Analogy of what Options are (without considering the payoffs): 

To explain an option on a lighter note, let’s say you book tickets for a particular movie in advance

You have bought the right to view the movie but are not under any obligation to do so. i.e. you have an option to watch the movie. 

If you have better things to do at time of screening, you can decide not to go to the movie. If the movie is bad, you can stop watching. But if it is great, and win awards before your day of screening, the cinema cannot raise prices on you.

You could either exercise your right to view the movie on date of the movie or you can sell off your tickets, for a higher or lower price, depending on the demand for the movie. 

Lastly, you may just decide to let your tickets go to waste and not show up for the show at all. 

On the flip side, the person who sells an option can be compared to the theatre owners. Once they have sold movie tickets to you, they are obliged to show you the movie.

It is not exactly how financial options work but the similarity is the right to do something but not the obligation to do

DEFINITIONS

Options: A contract which gives its holders (investors that bought the contract) the right to buy/sell an underlying asset at a specified price known as the strike price.

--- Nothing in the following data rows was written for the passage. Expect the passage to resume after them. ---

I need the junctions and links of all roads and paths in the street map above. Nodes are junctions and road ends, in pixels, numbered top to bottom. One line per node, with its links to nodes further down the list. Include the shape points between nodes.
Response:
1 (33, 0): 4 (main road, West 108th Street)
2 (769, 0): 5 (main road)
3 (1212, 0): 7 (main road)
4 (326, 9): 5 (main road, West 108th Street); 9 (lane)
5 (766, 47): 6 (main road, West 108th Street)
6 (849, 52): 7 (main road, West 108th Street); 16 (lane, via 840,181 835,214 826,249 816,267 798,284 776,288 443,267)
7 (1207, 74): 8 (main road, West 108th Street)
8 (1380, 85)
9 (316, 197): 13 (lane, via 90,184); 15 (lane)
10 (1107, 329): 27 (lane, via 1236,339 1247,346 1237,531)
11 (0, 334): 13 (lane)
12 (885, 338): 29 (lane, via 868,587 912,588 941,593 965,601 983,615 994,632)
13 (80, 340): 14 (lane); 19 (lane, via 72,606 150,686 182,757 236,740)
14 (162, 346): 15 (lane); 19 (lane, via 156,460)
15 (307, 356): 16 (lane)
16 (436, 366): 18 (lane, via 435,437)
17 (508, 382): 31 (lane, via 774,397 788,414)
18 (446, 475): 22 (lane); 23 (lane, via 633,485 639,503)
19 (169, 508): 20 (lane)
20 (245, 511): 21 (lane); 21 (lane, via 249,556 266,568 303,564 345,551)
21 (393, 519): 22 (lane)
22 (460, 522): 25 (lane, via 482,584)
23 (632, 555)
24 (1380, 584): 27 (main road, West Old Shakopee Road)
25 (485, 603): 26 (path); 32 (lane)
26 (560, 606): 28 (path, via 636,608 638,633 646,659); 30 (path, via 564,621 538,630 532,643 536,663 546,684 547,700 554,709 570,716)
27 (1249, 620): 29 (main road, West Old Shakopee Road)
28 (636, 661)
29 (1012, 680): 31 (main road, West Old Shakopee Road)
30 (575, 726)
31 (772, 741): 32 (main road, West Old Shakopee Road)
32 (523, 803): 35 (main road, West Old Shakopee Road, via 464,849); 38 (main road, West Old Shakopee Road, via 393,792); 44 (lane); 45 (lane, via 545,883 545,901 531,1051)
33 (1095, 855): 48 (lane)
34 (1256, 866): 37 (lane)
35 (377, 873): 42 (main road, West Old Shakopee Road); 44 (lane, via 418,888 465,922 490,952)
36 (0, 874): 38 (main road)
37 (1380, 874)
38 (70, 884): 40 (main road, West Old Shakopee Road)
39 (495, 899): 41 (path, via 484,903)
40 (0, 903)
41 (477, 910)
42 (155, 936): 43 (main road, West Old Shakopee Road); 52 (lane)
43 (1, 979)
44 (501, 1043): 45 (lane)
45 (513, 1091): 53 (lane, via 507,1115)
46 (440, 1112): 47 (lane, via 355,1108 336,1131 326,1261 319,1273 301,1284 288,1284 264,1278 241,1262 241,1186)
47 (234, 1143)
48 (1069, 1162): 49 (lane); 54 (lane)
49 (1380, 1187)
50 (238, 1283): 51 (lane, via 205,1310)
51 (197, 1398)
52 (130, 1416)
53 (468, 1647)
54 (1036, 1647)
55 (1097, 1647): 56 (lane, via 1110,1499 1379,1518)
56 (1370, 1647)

An option need not be exercised should the condition be unfavourable to the holder, limiting the risk to its holders. Option writers (investors that sell the contract) are obligated to fulfil the contract should it be exercised.

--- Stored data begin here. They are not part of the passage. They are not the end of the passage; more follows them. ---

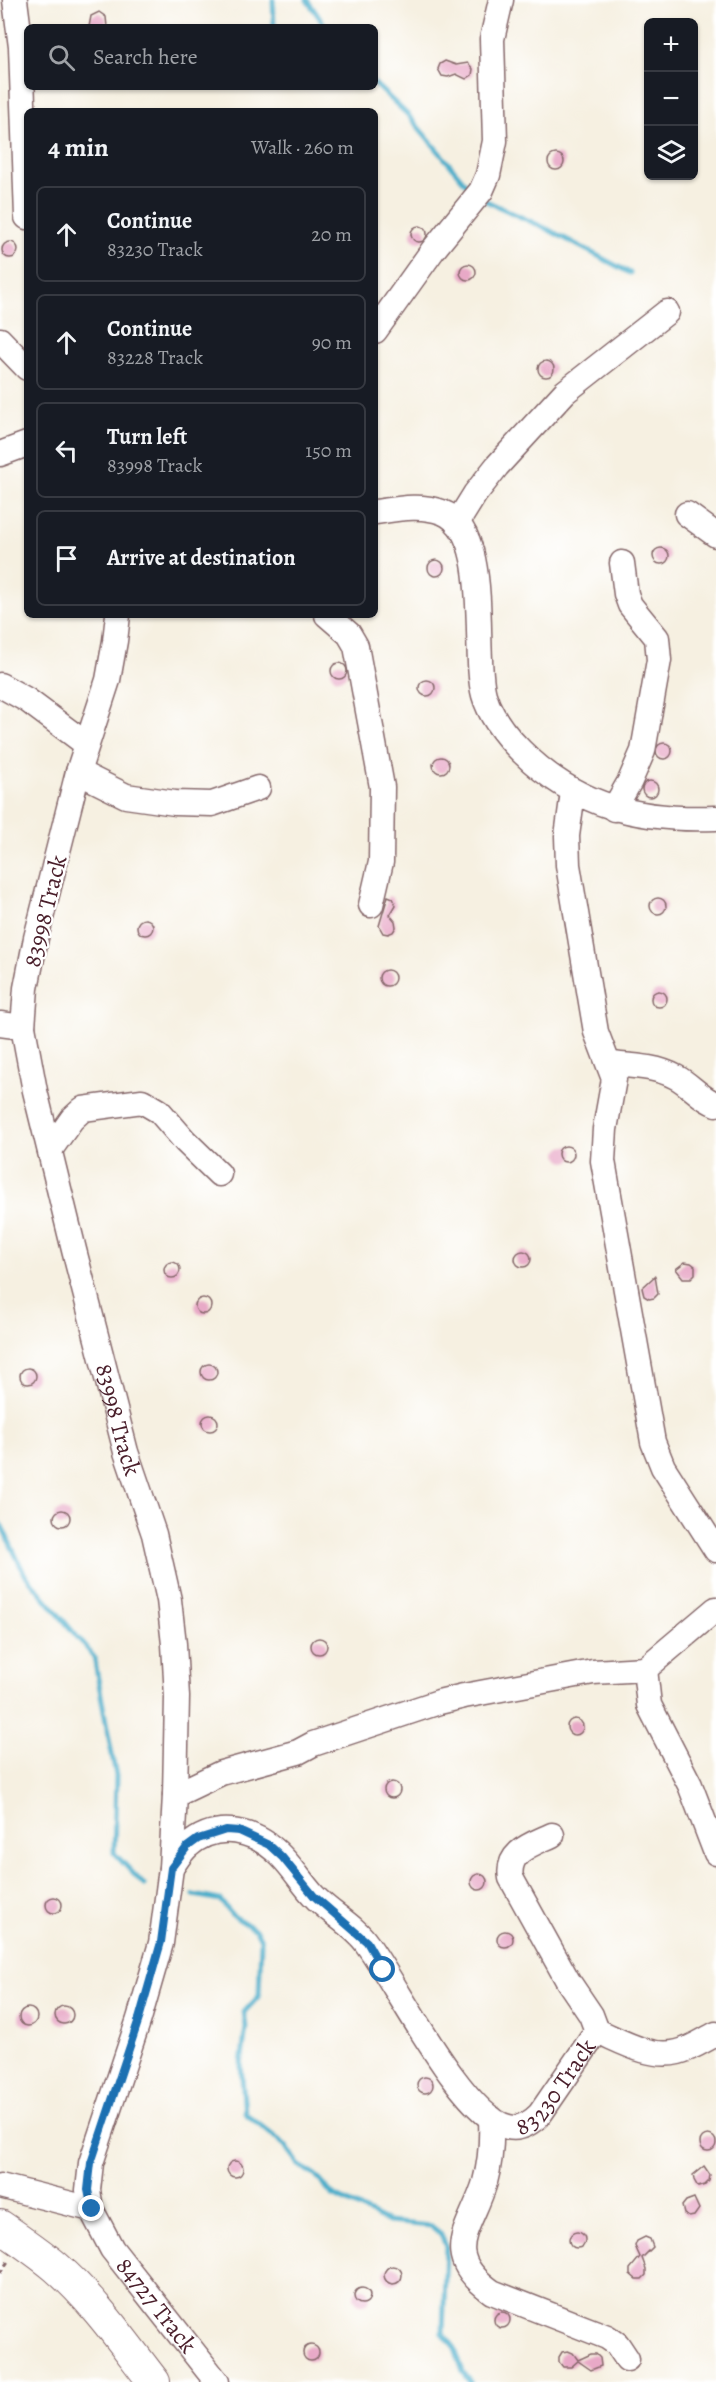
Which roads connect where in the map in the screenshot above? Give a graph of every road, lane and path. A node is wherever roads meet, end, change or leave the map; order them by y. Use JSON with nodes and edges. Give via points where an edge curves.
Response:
{"nodes":[{"id":1,"x":15,"y":0,"type":"edge"},
{"id":2,"x":501,"y":0,"type":"edge"},
{"id":3,"x":24,"y":132,"type":"edge"},
{"id":4,"x":667,"y":312,"type":"dead end"},
{"id":5,"x":378,"y":327,"type":"edge"},
{"id":6,"x":0,"y":340,"type":"edge"},
{"id":7,"x":24,"y":365,"type":"edge"},
{"id":8,"x":24,"y":445,"type":"edge"},
{"id":9,"x":0,"y":454,"type":"edge"},
{"id":10,"x":378,"y":512,"type":"edge"},
{"id":11,"x":687,"y":514,"type":"dead end"},
{"id":12,"x":457,"y":523,"type":"junction"},
{"id":13,"x":716,"y":535,"type":"edge"},
{"id":14,"x":622,"y":563,"type":"dead end"},
{"id":15,"x":118,"y":618,"type":"edge"},
{"id":16,"x":330,"y":618,"type":"edge"},
{"id":17,"x":0,"y":685,"type":"edge"},
{"id":18,"x":86,"y":744,"type":"junction"},
{"id":19,"x":78,"y":772,"type":"junction"},
{"id":20,"x":258,"y":788,"type":"dead end"},
{"id":21,"x":573,"y":792,"type":"junction"},
{"id":22,"x":614,"y":808,"type":"junction"},
{"id":23,"x":716,"y":818,"type":"edge"},
{"id":24,"x":370,"y":905,"type":"dead end"},
{"id":25,"x":12,"y":1025,"type":"edge"},
{"id":26,"x":610,"y":1064,"type":"junction"},
{"id":27,"x":716,"y":1104,"type":"edge"},
{"id":28,"x":50,"y":1150,"type":"junction"},
{"id":29,"x":219,"y":1174,"type":"dead end"},
{"id":30,"x":716,"y":1550,"type":"edge"},
{"id":31,"x":716,"y":1609,"type":"edge"},
{"id":32,"x":645,"y":1670,"type":"junction"},
{"id":33,"x":175,"y":1795,"type":"junction"},
{"id":34,"x":552,"y":1835,"type":"dead end"},
{"id":35,"x":716,"y":1853,"type":"edge"},
{"id":36,"x":171,"y":1868,"type":"junction"},
{"id":37,"x":597,"y":2031,"type":"junction"},
{"id":38,"x":716,"y":2034,"type":"edge"},
{"id":39,"x":491,"y":2118,"type":"junction"},
{"id":40,"x":0,"y":2186,"type":"edge"},
{"id":41,"x":95,"y":2218,"type":"junction"},
{"id":42,"x":0,"y":2226,"type":"edge"},
{"id":43,"x":627,"y":2360,"type":"dead end"},
{"id":44,"x":154,"y":2382,"type":"edge"},
{"id":45,"x":217,"y":2382,"type":"edge"}],
"edges":[{"from":1,"to":3,"type":"street"},
{"from":2,"to":5,"type":"street","via":[[492,39],[495,141],[488,175],[481,191]]},
{"from":4,"to":12,"type":"street","via":[[565,392],[497,466]]},
{"from":6,"to":7,"type":"street"},
{"from":8,"to":9,"type":"street"},
{"from":10,"to":12,"type":"street","via":[[433,509]]},
{"from":11,"to":13,"type":"street"},
{"from":12,"to":21,"type":"street","via":[[468,541],[473,561],[481,681],[489,708],[526,756]]},
{"from":14,"to":22,"type":"street","via":[[630,605],[657,638],[659,660],[643,751]]},
{"from":15,"to":18,"type":"street","name":"83998 Track","via":[[108,680]]},
{"from":16,"to":24,"type":"street","via":[[356,646],[382,787],[381,862]]},
{"from":17,"to":18,"type":"street","via":[[32,703]]},
{"from":18,"to":19,"type":"street","name":"83998 Track"},
{"from":19,"to":20,"type":"street","via":[[126,796],[175,803],[212,804]]},
{"from":19,"to":25,"type":"street","name":"83998 Track","via":[[26,988]]},
{"from":21,"to":22,"type":"street"},
{"from":21,"to":26,"type":"street","via":[[568,865],[596,1032]]},
{"from":22,"to":23,"type":"street","via":[[656,818]]},
{"from":25,"to":28,"type":"street","name":"83998 Track"},
{"from":26,"to":27,"type":"street","via":[[665,1072]]},
{"from":26,"to":30,"type":"street","via":[[614,1079],[603,1161],[653,1442],[663,1467]]},
{"from":28,"to":29,"type":"street","via":[[83,1109],[142,1101],[159,1111]]},
{"from":28,"to":33,"type":"street","name":"83998 Track","via":[[126,1452],[154,1534],[169,1600],[177,1696]]},
{"from":31,"to":32,"type":"street"},
{"from":32,"to":33,"type":"street","via":[[593,1672],[438,1702],[298,1752],[221,1773]]},
{"from":32,"to":35,"type":"street","via":[[650,1705],[690,1785]]},
{"from":33,"to":36,"type":"street","name":"83998 Track"},
{"from":34,"to":37,"type":"street","name":"83230 Track","via":[[516,1855],[511,1878]]},
{"from":36,"to":39,"type":"street","name":"83230 Track","via":[[187,1847],[212,1833],[239,1831],[269,1845],[314,1896],[367,1942],[441,2060],[474,2103]]},
{"from":36,"to":41,"type":"street","name":"83998 Track","via":[[161,1942],[91,2163],[88,2190]]},
{"from":37,"to":38,"type":"street","via":[[640,2049],[664,2053],[684,2050]]},
{"from":37,"to":39,"type":"street","name":"83230 Track","via":[[534,2121],[508,2127]]},
{"from":39,"to":43,"type":"street","via":[[490,2162],[463,2234],[463,2259],[469,2270],[478,2283],[492,2292],[607,2337]]},
{"from":40,"to":41,"type":"street"},
{"from":41,"to":45,"type":"street","name":"84727 Track","via":[[126,2269]]},
{"from":42,"to":44,"type":"main road","via":[[74,2284]]}]}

Call: The right to buy an underlying at a specified strike price.

Put: The right to sell an underlying at a specified strike price. 

Strike: The price you pay for the underlying when the option is exercised.

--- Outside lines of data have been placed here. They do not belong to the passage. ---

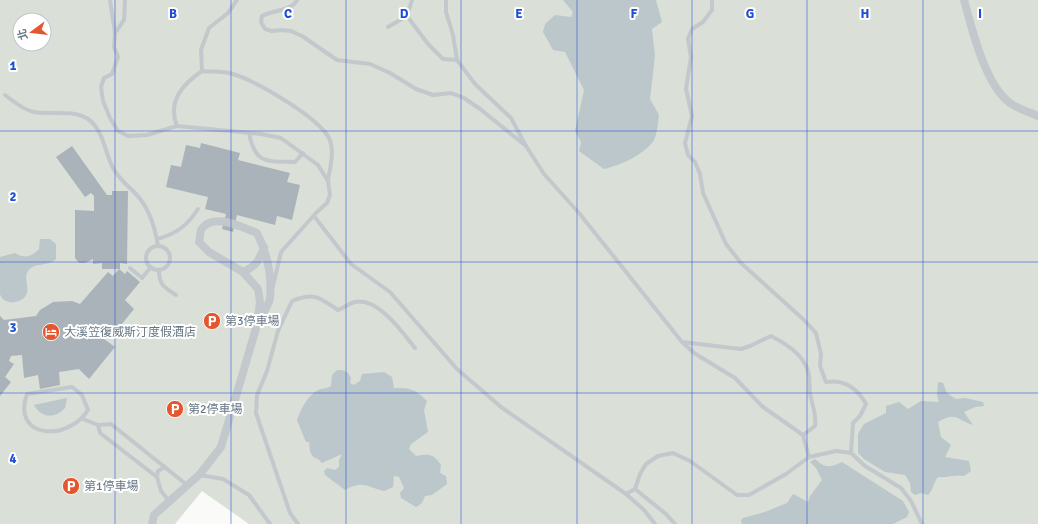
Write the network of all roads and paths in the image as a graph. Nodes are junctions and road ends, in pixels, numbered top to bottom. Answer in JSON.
{"nodes":[{"id":1,"x":110,"y":0,"type":"edge"},
{"id":2,"x":125,"y":0,"type":"edge"},
{"id":3,"x":237,"y":0,"type":"edge"},
{"id":4,"x":297,"y":0,"type":"edge"},
{"id":5,"x":412,"y":0,"type":"edge"},
{"id":6,"x":446,"y":0,"type":"edge"},
{"id":7,"x":712,"y":0,"type":"edge"},
{"id":8,"x":964,"y":0,"type":"edge"},
{"id":9,"x":407,"y":16,"type":"junction"},
{"id":10,"x":388,"y":27,"type":"dead end"},
{"id":11,"x":115,"y":33,"type":"junction"},
{"id":12,"x":457,"y":60,"type":"junction"},
{"id":13,"x":202,"y":71,"type":"junction"},
{"id":14,"x":5,"y":95,"type":"dead end"},
{"id":15,"x":1038,"y":116,"type":"edge"},
{"id":16,"x":177,"y":126,"type":"junction"},
{"id":17,"x":249,"y":133,"type":"junction"},
{"id":18,"x":526,"y":146,"type":"junction"},
{"id":19,"x":303,"y":153,"type":"junction"},
{"id":20,"x":328,"y":181,"type":"junction"},
{"id":21,"x":198,"y":209,"type":"dead end"},
{"id":22,"x":314,"y":216,"type":"junction"},
{"id":23,"x":156,"y":239,"type":"junction"},
{"id":24,"x":158,"y":246,"type":"junction"},
{"id":25,"x":264,"y":247,"type":"junction"},
{"id":26,"x":130,"y":268,"type":"dead end"},
{"id":27,"x":151,"y":268,"type":"junction"},
{"id":28,"x":159,"y":270,"type":"junction"},
{"id":29,"x":243,"y":272,"type":"junction"},
{"id":30,"x":176,"y":295,"type":"dead end"},
{"id":31,"x":270,"y":300,"type":"junction"},
{"id":32,"x":258,"y":325,"type":"junction"},
{"id":33,"x":682,"y":342,"type":"junction"},
{"id":34,"x":415,"y":348,"type":"dead end"},
{"id":35,"x":200,"y":411,"type":"dead end"},
{"id":36,"x":232,"y":412,"type":"junction"},
{"id":37,"x":83,"y":419,"type":"junction"},
{"id":38,"x":98,"y":425,"type":"junction"},
{"id":39,"x":804,"y":435,"type":"junction"},
{"id":40,"x":851,"y":453,"type":"junction"},
{"id":41,"x":809,"y":457,"type":"junction"},
{"id":42,"x":165,"y":467,"type":"junction"},
{"id":43,"x":200,"y":474,"type":"junction"},
{"id":44,"x":157,"y":477,"type":"junction"},
{"id":45,"x":187,"y":485,"type":"junction"},
{"id":46,"x":634,"y":489,"type":"junction"},
{"id":47,"x":626,"y":494,"type":"junction"},
{"id":48,"x":170,"y":501,"type":"junction"},
{"id":49,"x":152,"y":524,"type":"edge"},
{"id":50,"x":270,"y":524,"type":"edge"},
{"id":51,"x":298,"y":524,"type":"edge"},
{"id":52,"x":656,"y":524,"type":"edge"},
{"id":53,"x":675,"y":524,"type":"edge"},
{"id":54,"x":922,"y":524,"type":"edge"}],
"edges":[{"from":1,"to":11,"type":"lane"},
{"from":2,"to":11,"type":"lane"},
{"from":3,"to":13,"type":"lane"},
{"from":4,"to":18,"type":"lane"},
{"from":5,"to":9,"type":"lane"},
{"from":6,"to":12,"type":"lane"},
{"from":7,"to":40,"type":"lane"},
{"from":8,"to":15,"type":"street"},
{"from":9,"to":10,"type":"lane"},
{"from":9,"to":12,"type":"lane"},
{"from":11,"to":16,"type":"lane"},
{"from":12,"to":18,"type":"lane"},
{"from":13,"to":16,"type":"lane"},
{"from":13,"to":20,"type":"lane"},
{"from":14,"to":23,"type":"lane"},
{"from":16,"to":17,"type":"lane"},
{"from":17,"to":19,"type":"lane"},
{"from":17,"to":19,"type":"lane"},
{"from":18,"to":33,"type":"lane"},
{"from":19,"to":20,"type":"lane"},
{"from":20,"to":22,"type":"lane"},
{"from":21,"to":23,"type":"lane"},
{"from":22,"to":31,"type":"lane"},
{"from":22,"to":47,"type":"lane"},
{"from":23,"to":24,"type":"lane"},
{"from":24,"to":27,"type":"lane"},
{"from":24,"to":28,"type":"lane"},
{"from":25,"to":29,"type":"street"},
{"from":25,"to":29,"type":"street"},
{"from":25,"to":31,"type":"street"},
{"from":26,"to":27,"type":"lane"},
{"from":27,"to":28,"type":"lane"},
{"from":28,"to":30,"type":"lane"},
{"from":29,"to":32,"type":"street"},
{"from":31,"to":32,"type":"street"},
{"from":32,"to":36,"type":"street"},
{"from":33,"to":39,"type":"lane"},
{"from":33,"to":39,"type":"lane"},
{"from":34,"to":51,"type":"lane"},
{"from":35,"to":36,"type":"lane"},
{"from":36,"to":43,"type":"street"},
{"from":37,"to":37,"type":"lane"},
{"from":37,"to":38,"type":"lane"},
{"from":38,"to":42,"type":"lane"},
{"from":38,"to":44,"type":"lane"},
{"from":39,"to":41,"type":"lane"},
{"from":40,"to":41,"type":"lane"},
{"from":40,"to":54,"type":"lane"},
{"from":41,"to":46,"type":"lane"},
{"from":42,"to":44,"type":"lane"},
{"from":42,"to":45,"type":"lane"},
{"from":43,"to":45,"type":"street"},
{"from":43,"to":50,"type":"lane"},
{"from":44,"to":48,"type":"lane"},
{"from":45,"to":48,"type":"street"},
{"from":46,"to":47,"type":"lane"},
{"from":46,"to":53,"type":"lane"},
{"from":47,"to":52,"type":"lane"},
{"from":48,"to":49,"type":"street"}]}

Option Premium: How much is needed to pay for the option contract. Option sellers get the option premium as a credit.

In the Money (ITM): When an Option is said to be ITM, it means that the strike is greater than the price of the underlying for calls and lower than the price of the underlying for puts.

Out of the Money (OTM): When an Option is said to be OTM, it means that the strike is lower than the price of the underlying for calls and greater than the price of the underlying for puts.

At the Money (ATM): When an Option is said to be ATM, it means that the strike is equal to the price of the underlying.

Option Expiry: The Date where the Option expires, Should the Option be exercised, the underlying will be delivered to you at the strike. As a result, OTM and ATM options expire worthless while ITM Options will have a value of – the price of the underlying at expiry minus the strike this value is otherwise known as the Intrinsic Value of the option. 

Intrinsic Value of an Option: price of the underlying at expiry minus the strike

Extrinsic Value: Option Premium – Intrinsic Value which can be from the time remaining or interest rates 

Payout Profiles of Trading the Underlying or Option

Vertical Line on Horizontal Axis represents the Strike Price of the option / Price at which the underlying is bought.

 Buying the Underlying outright

Short Position in the Underlying.

Long Call position: 

 Breakeven Price at Strike Price + Option Premium. 

 Limited Downside Risk of Option Premium, 

 Profit increases as underlying price increases.

Long Put position:

 Breakeven Price at Strike Price – Option Premium. 

 Limited Downside Risk of Option Premium, 

 Profit increases as underlying price decreases.

Short Call position: 

 Breakeven Price at Strike Price + Option Premium.

 Unlimited Downside Risk as underlying price increases.

 Max Profit = Option Premium.

Short Put position:

 Breakeven Price at Strike Price – Option Premium.

 Limited Downside Risk as underlying price decreases.

 Max Profit = Option Premium.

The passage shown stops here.